Despite the movie's plot, the filmmakers say they did not set out to make a political movie. Still, for Washington politics, the film's timing is perfect.

"It's a good year for a film like this," he says. "I think people are looking at the other side of everything. I think that one of the good things about, 'Passion of The Christ,' is, it said, 'Hey, we can disagree about a movie; it can be engaging.' We cannot believe in it, or believe in it and still want to go see it. Same thing with, 'Fahrenheit.'

And yet Washington says it is not hard for him to stay away from politics when he is talking about this film.

And at the same time, he notes. "I don't need to stay away from politics. I mean, talking about politics is different than people asking you whom you're going to vote for. That's something personal. But, I think the kinds of conversations that a film like this might initiate are good."

The film also stars another two-time Oscar winner, Meryl Streep, as a powerful U.S. senator. But if you were hoping to see the great actors together on screen, think again. The two stars have almost zero screen time together. Some moviegoers may be disappointed. Washington certainly is.

"I'm an extra in the scene with Meryl Streep," he says laughing. "I'm turning 50, I'm a two-time Academy Award Winner; I finally made it. I'm an extra. I was surprised at how regular and funny she is. I should know better of all people. Because, people think you're what they see up on the screen."

No, she wasn't at all dame Meryl, Washington points out. "She's just a hoot, very vulnerable and funny and smart, and not so sure of herself, either. You know, she's great. I hope one day to work with her."

It's been two decades since Washington's performance in "A Soldier's Story" made critics take notice and turned him into a movie star.

"Twenty years ago when I did that movie, acting was my life," Washington reflects. "In that same year, we had our first son. Acting now is making a living. That's life. That's the miracle of life. That's the main difference. I use a quote from Julia Roberts, 'I'm just an ordinary person with a extraordinary job.' You know, not the other way around."
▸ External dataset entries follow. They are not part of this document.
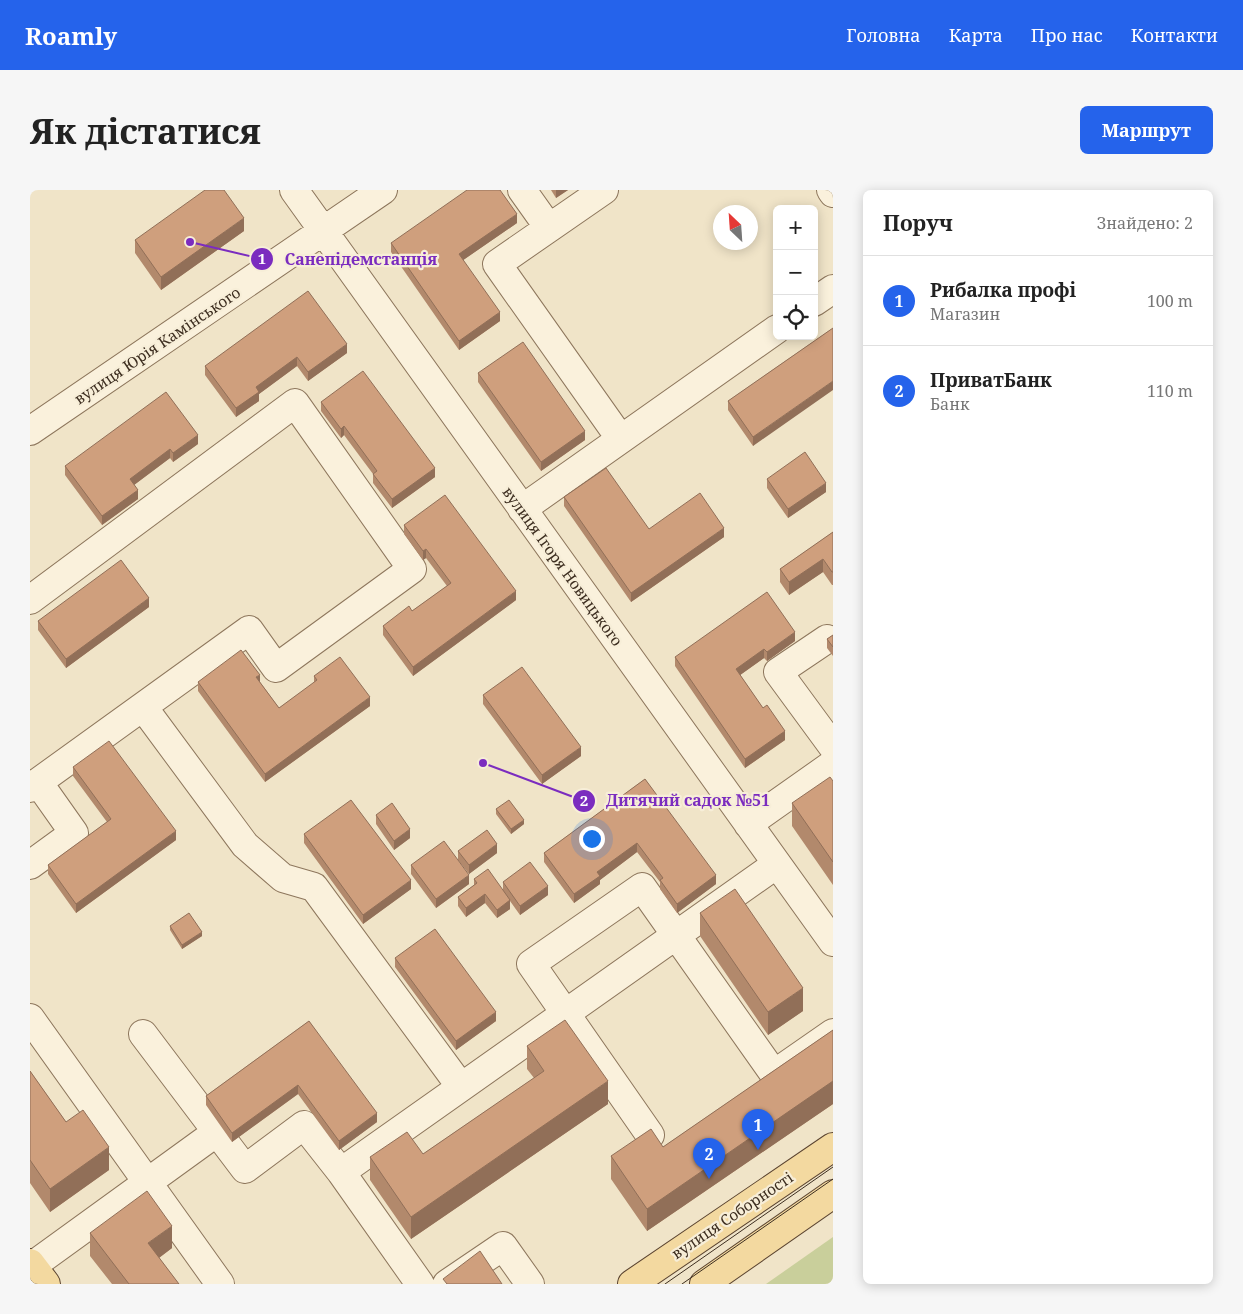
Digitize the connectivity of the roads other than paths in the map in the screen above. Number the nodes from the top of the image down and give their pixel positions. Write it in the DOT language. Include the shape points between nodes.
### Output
graph roads {
  1 [pos="294,190"];
  2 [pos="383,190"];
  3 [pos="522,190"];
  4 [pos="604,190"];
  5 [pos="831,190"];
  6 [pos="833,193"];
  7 [pos="549,228"];
  8 [pos="323,231"];
  9 [pos="833,289"];
  10 [pos="818,299"];
  11 [pos="773,332"];
  12 [pos="30,431"];
  13 [pos="620,438"];
  14 [pos="522,509"];
  15 [pos="30,600"];
  16 [pos="827,639"];
  17 [pos="143,707"];
  18 [pos="833,747"];
  19 [pos="833,764"];
  20 [pos="34,785"];
  21 [pos="748,824"];
  22 [pos="777,864"];
  23 [pos="30,865"];
  24 [pos="676,935"];
  25 [pos="833,942"];
  26 [pos="566,1013"];
  27 [pos="30,1018"];
  28 [pos="833,1033"];
  29 [pos="143,1034"];
  30 [pos="461,1088"];
  31 [pos="217,1132"];
  32 [pos="650,1135"];
  33 [pos="833,1147"];
  34 [pos="341,1172"];
  35 [pos="147,1182"];
  36 [pos="833,1194"];
  37 [pos="36,1271"];
  38 [pos="220,1284"];
  39 [pos="420,1284"];
  40 [pos="447,1284"];
  41 [pos="530,1284"];
  42 [pos="632,1284"];
  43 [pos="704,1284"];
  1 -- 8 [label="street, вулиця Ігоря Новицького"];
  2 -- 8 [label="street, вулиця Юрія Камінського"];
  3 -- 7 [label="street"];
  4 -- 7 [label="street"];
  5 -- 6 [label="street"];
  7 -- 13 [label="street" via="497,264"];
  8 -- 12 [label="street, вулиця Юрія Камінського"];
  8 -- 14 [label="street, вулиця Ігоря Новицького"];
  9 -- 10 [label="street"];
  11 -- 13 [label="street"];
  13 -- 14 [label="street"];
  14 -- 21 [label="street, вулиця Ігоря Новицького"];
  15 -- 17 [label="street" via="295,402 412,569 276,668 249,630"];
  16 -- 18 [label="street" via="778,672"];
  17 -- 20 [label="street"];
  17 -- 30 [label="street" via="245,844 283,878 314,887"];
  19 -- 21 [label="street"];
  20 -- 23 [label="street" via="74,833"];
  21 -- 22 [label="street, вулиця Ігоря Новицького"];
  22 -- 24 [label="street"];
  22 -- 25 [label="street, вулиця Ігоря Новицького"];
  24 -- 26 [label="street"];
  24 -- 26 [label="street" via="642,887 531,964"];
  24 -- 28 [label="street" via="774,1074"];
  26 -- 30 [label="street"];
  26 -- 32 [label="street"];
  27 -- 35 [label="street"];
  29 -- 31 [label="street"];
  30 -- 34 [label="street"];
  31 -- 34 [label="street" via="245,1169 304,1125"];
  31 -- 35 [label="street"];
  33 -- 42 [label="main road, вулиця Соборності"];
  34 -- 39 [label="street"];
  35 -- 37 [label="street"];
  35 -- 38 [label="street"];
  36 -- 43 [label="main road"];
  40 -- 41 [label="street" via="503,1246"];
}
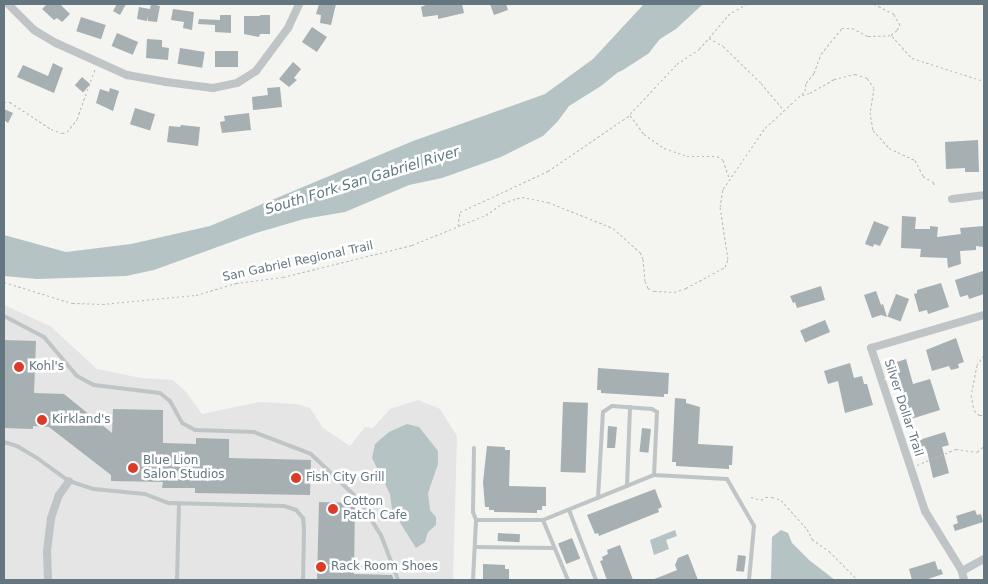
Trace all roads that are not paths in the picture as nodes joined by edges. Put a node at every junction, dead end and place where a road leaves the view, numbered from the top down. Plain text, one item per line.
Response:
1 (8, 4) edge
2 (299, 4) edge
3 (984, 195) edge
4 (952, 199) dead end
5 (984, 314) edge
6 (4, 316) edge
7 (630, 407) junction
8 (4, 442) edge
9 (474, 448) dead end
10 (654, 475) junction
11 (69, 481) junction
12 (627, 486) junction
13 (598, 498) junction
14 (179, 504) junction
15 (569, 510) junction
16 (476, 520) junction
17 (543, 520) junction
18 (475, 547) junction
19 (554, 548) junction
20 (984, 559) edge
21 (962, 571) junction
22 (48, 580) edge
23 (177, 580) edge
24 (303, 580) edge
25 (398, 580) edge
26 (473, 580) edge
27 (568, 580) edge
28 (596, 580) edge
29 (749, 580) edge
30 (964, 580) edge

1 - 2 street
3 - 4 street
5 - 21 street, Silver Dollar Trail
6 - 25 lane
7 - 10 lane
7 - 12 lane
7 - 13 lane
8 - 11 lane
9 - 16 lane
10 - 12 lane
10 - 29 lane
11 - 14 lane
11 - 22 street
12 - 13 lane
13 - 15 lane
14 - 23 lane
14 - 24 lane
15 - 17 lane
15 - 28 lane
16 - 17 lane
16 - 18 lane
17 - 19 lane
18 - 19 lane
18 - 26 lane
19 - 27 lane
20 - 21 street
21 - 30 street, Silver Dollar Trail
He is an ordinary person with four kids. His extraordinary job keeps him away from home a lot, so he's had to learn some crucial parenting skills.

Washington says, "Don't talk down to them, they're smarter than you think, to be around. You know, when I finished, 'Manchurian,' in January, I've been home since. Because, you can't come in and start parenting, instant parenting. So, I don't try to come in and parent them too much. I try to come in and listen and just hang around and let the conversation evolve."

Recently, Will Smith talking about his film "I, Robot" said he usually plays "the nice guy" not the sex symbol, a role he said Denzel Washington usually plays.

Asked about that comment, Washington says, "Will is very clever, very clever."

So does he ever see himself as a sex symbol?

"I got a photograph of me in the third grade with braces and glasses, buck teeth," Washington says laughing. "You know, your school photo, that's how I look."

And what about People magazine which had him on its list of 10 sexiest men?

"You know, I don't know," he says. "That's what people say about you. That's not who I am. You know, that's something people say. And I guess that's flattering."

It's not just moviegoers whothink that. Julia Roberts once said, "To call Denzel Washington sexy, is like saying Ernest Hemingway was a good fisherman."

"Well," Washington says laughing, "Again, thank you, Julia."

"The Manchurian Candidate" is being released by Paramount Pictures, which is owned by the same parent company as CBS.